■ **Your task**
Every record below should be printed exactly as it appears.

□ □ □ □ □

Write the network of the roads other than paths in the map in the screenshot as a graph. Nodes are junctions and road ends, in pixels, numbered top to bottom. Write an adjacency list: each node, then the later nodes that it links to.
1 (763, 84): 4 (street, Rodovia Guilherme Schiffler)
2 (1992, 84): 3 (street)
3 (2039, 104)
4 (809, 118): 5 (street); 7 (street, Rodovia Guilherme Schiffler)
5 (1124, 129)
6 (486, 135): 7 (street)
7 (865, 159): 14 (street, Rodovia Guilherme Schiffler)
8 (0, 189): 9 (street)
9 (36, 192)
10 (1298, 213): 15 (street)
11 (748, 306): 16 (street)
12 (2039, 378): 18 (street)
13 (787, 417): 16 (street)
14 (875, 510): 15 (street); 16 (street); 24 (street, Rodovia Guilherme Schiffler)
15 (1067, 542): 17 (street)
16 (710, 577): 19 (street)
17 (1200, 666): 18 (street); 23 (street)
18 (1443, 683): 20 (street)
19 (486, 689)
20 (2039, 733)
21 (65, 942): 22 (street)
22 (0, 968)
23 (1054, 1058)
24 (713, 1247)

□ □ □ □ □

■ **Written answer**
Write the network of the roads other than paths in the map in the screenshot as a graph. Nodes are junctions and road ends, in pixels, numbered top to bottom. Write an adjacency list: each node, then the later nodes that it links to.
1 (763, 84): 4 (street, Rodovia Guilherme Schiffler)
2 (1992, 84): 3 (street)
3 (2039, 104)
4 (809, 118): 5 (street); 7 (street, Rodovia Guilherme Schiffler)
5 (1124, 129)
6 (486, 135): 7 (street)
7 (865, 159): 14 (street, Rodovia Guilherme Schiffler)
8 (0, 189): 9 (street)
9 (36, 192)
10 (1298, 213): 15 (street)
11 (748, 306): 16 (street)
12 (2039, 378): 18 (street)
13 (787, 417): 16 (street)
14 (875, 510): 15 (street); 16 (street); 24 (street, Rodovia Guilherme Schiffler)
15 (1067, 542): 17 (street)
16 (710, 577): 19 (street)
17 (1200, 666): 18 (street); 23 (street)
18 (1443, 683): 20 (street)
19 (486, 689)
20 (2039, 733)
21 (65, 942): 22 (street)
22 (0, 968)
23 (1054, 1058)
24 (713, 1247)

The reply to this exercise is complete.